Le spam éléctronique, ça coûte aux victimes : le pauvre site qui a laissé son smtp en open-relay, le destinataire final qui paye pour télécharger le spam, la boîte dont les employés perdent du temps à lire les mails et trier le bon grain de l'ivraie.
La stratégie du spammeur électronique n'est pas de cibler ses victimes mais de maximiser le nombre de personnes touchées, en se disant que même s'il n'y a qu'un type sur 1000 qui clique, il suffit d'envoyer 1 million de mails pour avoir 1000 clients.
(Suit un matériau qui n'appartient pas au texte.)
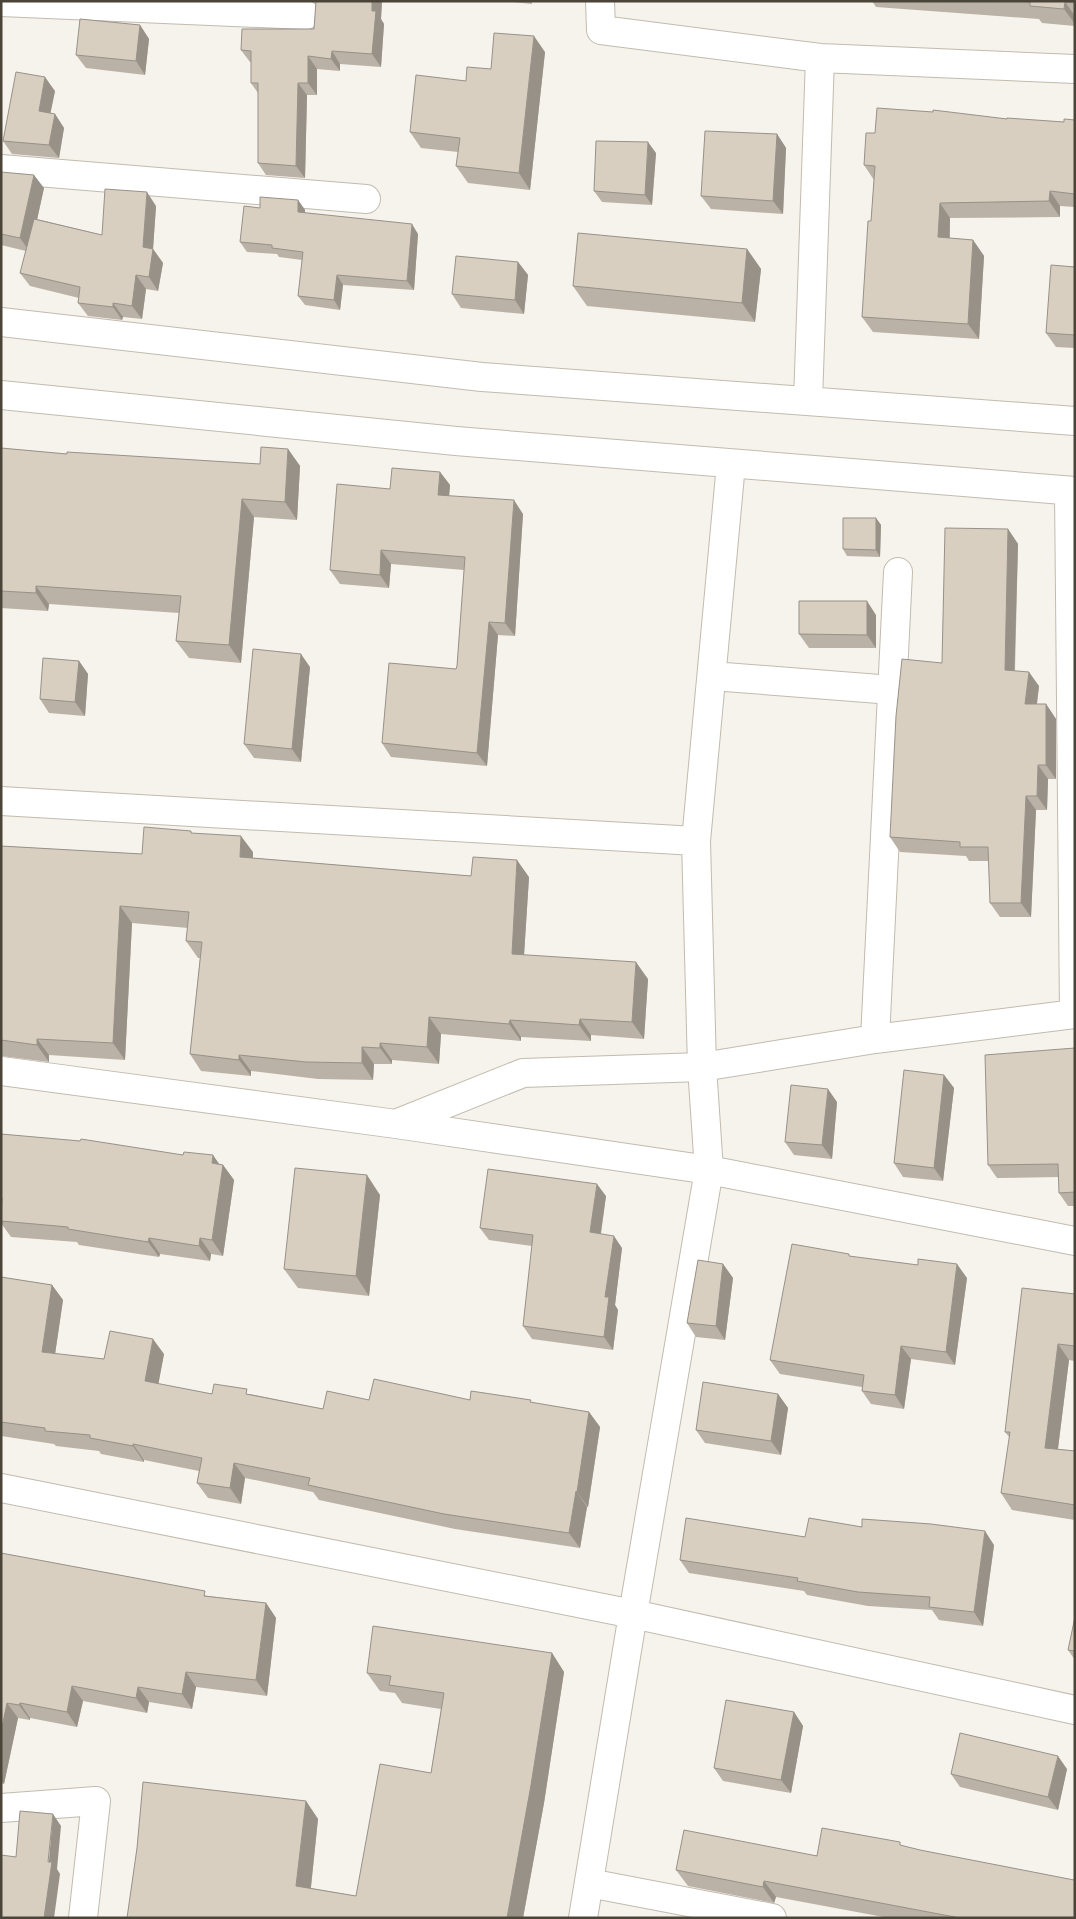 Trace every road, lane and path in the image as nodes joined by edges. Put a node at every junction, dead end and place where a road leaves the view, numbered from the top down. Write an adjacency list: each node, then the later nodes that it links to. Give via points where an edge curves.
1 (600, 1): 4 (street, via 601,30)
2 (1, 2): 3 (street)
3 (306, 15)
4 (820, 58): 5 (street); 10 (street)
5 (1075, 69)
6 (1, 169): 7 (street)
7 (366, 199)
8 (1, 322): 10 (street, via 482,377)
9 (1, 395): 12 (street, via 456,441)
10 (808, 401): 11 (street)
11 (1075, 421)
12 (731, 464): 13 (street); 15 (street)
13 (1072, 491): 19 (street)
14 (898, 572): 16 (street)
15 (712, 676): 16 (street); 18 (street)
16 (892, 690): 20 (street)
17 (1, 801): 18 (street)
18 (696, 841): 21 (street)
19 (1074, 1014): 20 (street)
20 (875, 1040): 21 (street)
21 (702, 1067): 23 (street, via 523,1073); 24 (street)
22 (1, 1070): 23 (street)
23 (396, 1124): 24 (street)
24 (709, 1170): 25 (street); 27 (street)
25 (1075, 1241)
26 (1, 1488): 27 (street)
27 (633, 1614): 28 (street); 30 (street)
28 (1075, 1710)
29 (1, 1808): 31 (street, via 96,1801)
30 (589, 1883): 32 (street); 33 (street)
31 (83, 1918)
32 (583, 1918)
33 (772, 1918)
[^] # Re: L'exception electronique ?
Posté par gle . En réponse à la dépêche Loi sur les télécommunications. Évalué à 10.
Le spam éléctronique, ça coûte aux victimes : le pauvre site qui a laissé son smtp en open-relay, le destinataire final qui paye pour télécharger le spam, la boîte dont les employés perdent du temps à lire les mails et trier le bon grain de l'ivraie.
La stratégie du spammeur électronique n'est pas de cibler ses victimes mais de maximiser le nombre de personnes touchées, en se disant que même s'il n'y a qu'un type sur 1000 qui clique, il suffit d'envoyer 1 million de mails pour avoir 1000 clients.
Ca s'apparente à la pêche à la dynamite.